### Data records
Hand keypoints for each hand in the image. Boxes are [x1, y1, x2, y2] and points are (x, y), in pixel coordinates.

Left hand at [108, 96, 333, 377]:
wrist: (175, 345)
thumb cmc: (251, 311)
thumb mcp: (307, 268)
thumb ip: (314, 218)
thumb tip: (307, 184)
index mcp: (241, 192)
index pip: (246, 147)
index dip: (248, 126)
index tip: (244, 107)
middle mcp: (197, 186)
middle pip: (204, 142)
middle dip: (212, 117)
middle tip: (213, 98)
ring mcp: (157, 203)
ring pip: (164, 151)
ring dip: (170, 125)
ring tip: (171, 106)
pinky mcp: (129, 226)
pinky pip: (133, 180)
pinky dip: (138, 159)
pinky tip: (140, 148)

### What you need to do
The reply must consist solely of the lines from the one containing "thumb mcp: (307, 268)" through the last line of the data, reproduced exactly.

### Problem solution
thumb mcp: (307, 268)
thumb ip: (314, 218)
thumb tip: (307, 184)
index mcp: (241, 192)
index pip: (246, 147)
index dip: (248, 126)
index tip: (244, 107)
middle mcp: (197, 186)
middle pip: (204, 142)
middle dip: (212, 117)
middle tip: (213, 98)
ring mcp: (157, 203)
ring pip: (164, 151)
ring dip: (170, 125)
ring tip: (171, 106)
pinky mcp: (129, 226)
pinky pip: (133, 180)
pinky dip: (138, 159)
pinky tip: (140, 148)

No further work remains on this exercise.